- Artist: Jean Tinguely
- Year: 1960

= Homage to New York =

1960 kinetic art performance by Tinguely

Homage to New York was a 1960 kinetic artwork and performance by Jean Tinguely.

== Description ==

Homage to New York was a kinetic artwork composed of found mechanical parts including multiple bicycle wheels, a weather balloon, a piano, a radio, an American flag, a bassinet, and a toilet, all painted white. In its first and only performance in the New York Museum of Modern Art sculpture garden on March 17, 1960, the machine whirred to life with the sounds and smells of its mechanical motion.
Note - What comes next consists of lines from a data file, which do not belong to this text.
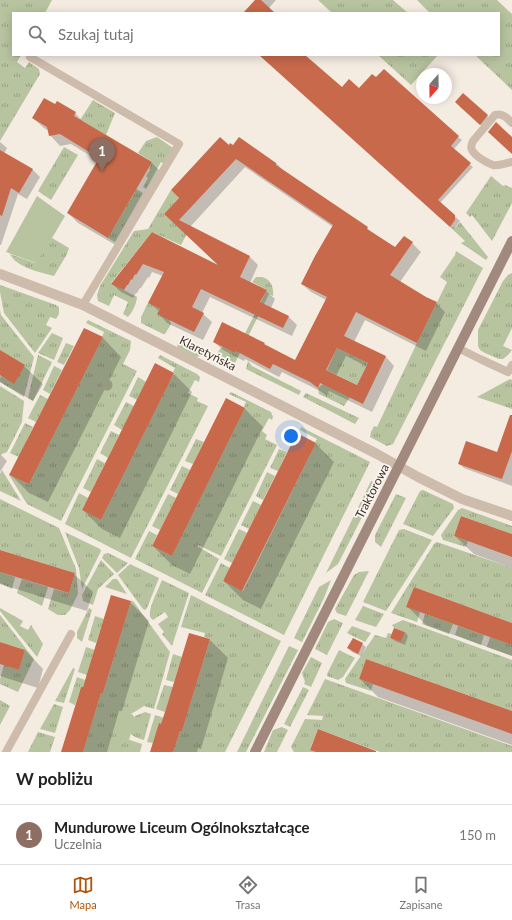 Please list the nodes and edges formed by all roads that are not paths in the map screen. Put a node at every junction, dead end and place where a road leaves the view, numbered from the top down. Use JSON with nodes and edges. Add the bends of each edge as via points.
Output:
{"nodes":[{"id":1,"x":30,"y":57,"type":"dead end"},
{"id":2,"x":512,"y":123,"type":"edge"},
{"id":3,"x":512,"y":162,"type":"edge"},
{"id":4,"x":512,"y":241,"type":"edge"},
{"id":5,"x":509,"y":254,"type":"edge"},
{"id":6,"x":0,"y":274,"type":"edge"},
{"id":7,"x":84,"y":305,"type":"junction"},
{"id":8,"x":458,"y":348,"type":"junction"},
{"id":9,"x":512,"y":365,"type":"edge"},
{"id":10,"x":399,"y":466,"type":"junction"},
{"id":11,"x":512,"y":516,"type":"edge"},
{"id":12,"x":70,"y":634,"type":"dead end"},
{"id":13,"x":6,"y":752,"type":"edge"},
{"id":14,"x":255,"y":752,"type":"edge"}],
"edges":[{"from":1,"to":7,"type":"lane","via":[[179,144]]},
{"from":2,"to":3,"type":"lane","via":[[503,115],[495,115],[471,145],[472,150],[482,160],[493,165]]},
{"from":4,"to":5,"type":"main road","name":"Traktorowa"},
{"from":5,"to":8,"type":"main road","name":"Traktorowa"},
{"from":6,"to":7,"type":"street","name":"Klaretyńska"},
{"from":7,"to":10,"type":"street","name":"Klaretyńska"},
{"from":8,"to":9,"type":"lane","via":[[508,372]]},
{"from":8,"to":10,"type":"main road","name":"Traktorowa"},
{"from":10,"to":11,"type":"street","name":"Klaretyńska","via":[[462,499]]},
{"from":10,"to":14,"type":"main road","name":"Traktorowa"},
{"from":12,"to":13,"type":"lane"}]} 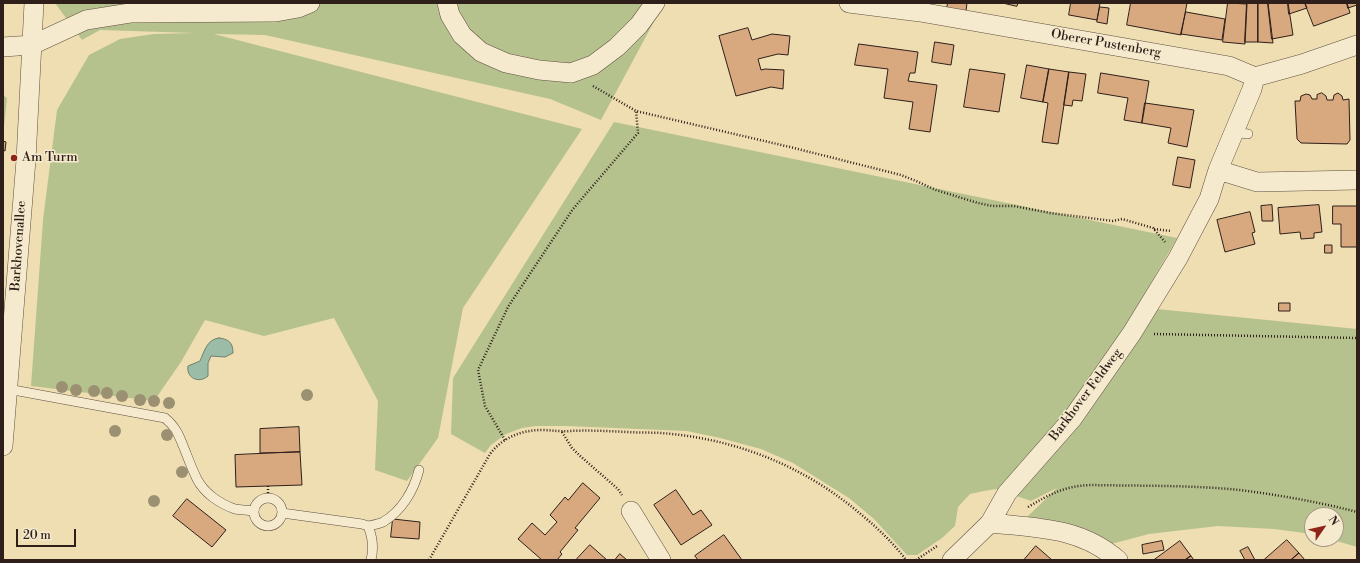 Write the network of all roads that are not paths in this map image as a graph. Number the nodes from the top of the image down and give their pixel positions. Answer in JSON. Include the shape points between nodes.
{"nodes":[{"id":1,"x":34,"y":3,"type":"edge"},
{"id":2,"x":310,"y":3,"type":"edge"},
{"id":3,"x":447,"y":3,"type":"edge"},
{"id":4,"x":655,"y":3,"type":"edge"},
{"id":5,"x":850,"y":3,"type":"edge"},
{"id":6,"x":32,"y":45,"type":"junction"},
{"id":7,"x":1357,"y":45,"type":"edge"},
{"id":8,"x":3,"y":47,"type":"edge"},
{"id":9,"x":1255,"y":77,"type":"junction"},
{"id":10,"x":1218,"y":170,"type":"junction"},
{"id":11,"x":1357,"y":180,"type":"edge"},
{"id":12,"x":8,"y":389,"type":"junction"},
{"id":13,"x":3,"y":446,"type":"edge"},
{"id":14,"x":419,"y":470,"type":"dead end"},
{"id":15,"x":253,"y":510,"type":"junction"},
{"id":16,"x":631,"y":510,"type":"road end"},
{"id":17,"x":282,"y":513,"type":"junction"},
{"id":18,"x":990,"y":523,"type":"junction"},
{"id":19,"x":368,"y":526,"type":"junction"},
{"id":20,"x":371,"y":560,"type":"edge"},
{"id":21,"x":661,"y":560,"type":"edge"},
{"id":22,"x":952,"y":560,"type":"edge"},
{"id":23,"x":1118,"y":560,"type":"edge"}],
"edges":[{"from":1,"to":6,"type":"street"},
{"from":2,"to":6,"type":"street","via":[[276,12],[130,13],[86,20]]},
{"from":3,"to":4,"type":"street","via":[[450,15],[462,35],[481,52],[506,63],[571,73],[593,65],[617,47]]},
{"from":5,"to":9,"type":"street","name":"Oberer Pustenberg","via":[[920,12],[1229,66]]},
{"from":6,"to":8,"type":"street"},
{"from":6,"to":12,"type":"street","name":"Barkhovenallee","via":[[26,160]]},
{"from":7,"to":9,"type":"street"},
{"from":9,"to":10,"type":"street","name":"Barkhover Feldweg","via":[[1241,133]]},
{"from":10,"to":11,"type":"street","via":[[1257,182]]},
{"from":10,"to":18,"type":"street","name":"Barkhover Feldweg","via":[[1209,199],[1178,258],[1132,333],[1072,419],[1007,493]]},
{"from":12,"to":13,"type":"street","name":"Barkhovenallee"},
{"from":12,"to":15,"type":"lane","via":[[164,418],[179,434],[197,479],[206,492],[215,500],[236,509]]},
{"from":14,"to":19,"type":"lane","via":[[415,484],[396,512],[383,522]]},
{"from":15,"to":17,"type":"lane","via":[[257,502],[268,498],[276,500]]},
{"from":15,"to":17,"type":"lane","via":[[256,522],[269,527],[280,520]]},
{"from":16,"to":21,"type":"street"},
{"from":17,"to":19,"type":"lane"},
{"from":18,"to":22,"type":"street","name":"Barkhover Feldweg"},
{"from":18,"to":23,"type":"street","via":[[1075,534],[1108,551]]},
{"from":19,"to":20,"type":"lane","via":[[374,550]]}]} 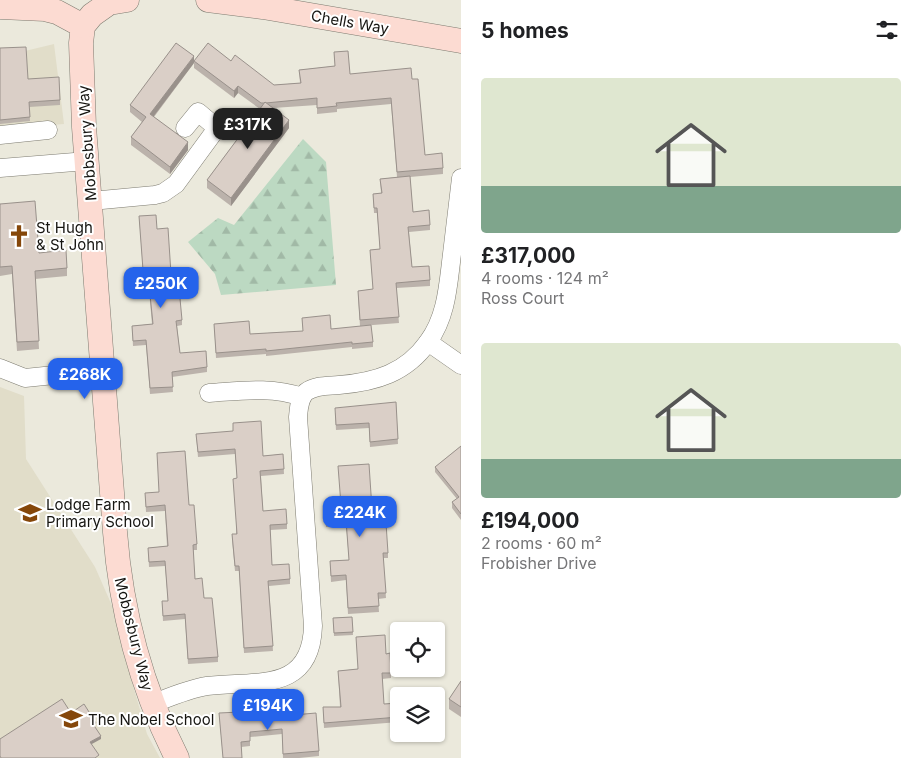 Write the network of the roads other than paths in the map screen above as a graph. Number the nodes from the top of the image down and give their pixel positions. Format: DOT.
graph roads {
  1 [pos="127,0"];
  2 [pos="208,0"];
  3 [pos="0,7"];
  4 [pos="83,26"];
  5 [pos="461,41"];
  6 [pos="185,128"];
  7 [pos="48,130"];
  8 [pos="0,135"];
  9 [pos="87,160"];
  10 [pos="0,168"];
  11 [pos="461,178"];
  12 [pos="90,201"];
  13 [pos="428,342"];
  14 [pos="461,365"];
  15 [pos="0,368"];
  16 [pos="103,370"];
  17 [pos="209,393"];
  18 [pos="302,397"];
  19 [pos="152,704"];
  20 [pos="177,758"];
  1 -- 4 [label="street"];
  2 -- 5 [label="street, Chells Way"];
  3 -- 4 [label="street"];
  4 -- 9 [label="street, Mobbsbury Way"];
  6 -- 12 [label="street"];
  7 -- 8 [label="street"];
  9 -- 10 [label="street"];
  9 -- 12 [label="street, Mobbsbury Way"];
  11 -- 13 [label="street"];
  12 -- 16 [label="street, Mobbsbury Way"];
  13 -- 14 [label="street"];
  13 -- 18 [label="street"];
  15 -- 16 [label="street"];
  16 -- 19 [label="street, Mobbsbury Way"];
  17 -- 18 [label="street"];
  18 -- 19 [label="street"];
  19 -- 20 [label="street, Mobbsbury Way"];
}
The sculpture was split into sections that would activate at different times, slowly turning the overall sculpture until, in its climax, the machine would destroy itself. In one section, the piano played while glass bottles dropped from above, shattering and releasing noxious odors. A youth go-kart scurried in front of the sculpture.

== Production ==

In February 1960, Museum of Modern Art curator for painting and sculpture Peter Selz commissioned artist Jean Tinguely to make a self-destructing machine to perform in the museum's sculpture garden. Tinguely found its components among scraps, junk, garbage dumps, and shops in New Jersey and New York City.

Tinguely intended for the work to reflect the excess and overabundance of modern living. Christina Chau described it as a "spectacle of abundance, from abundance" that produced nothing besides "motion".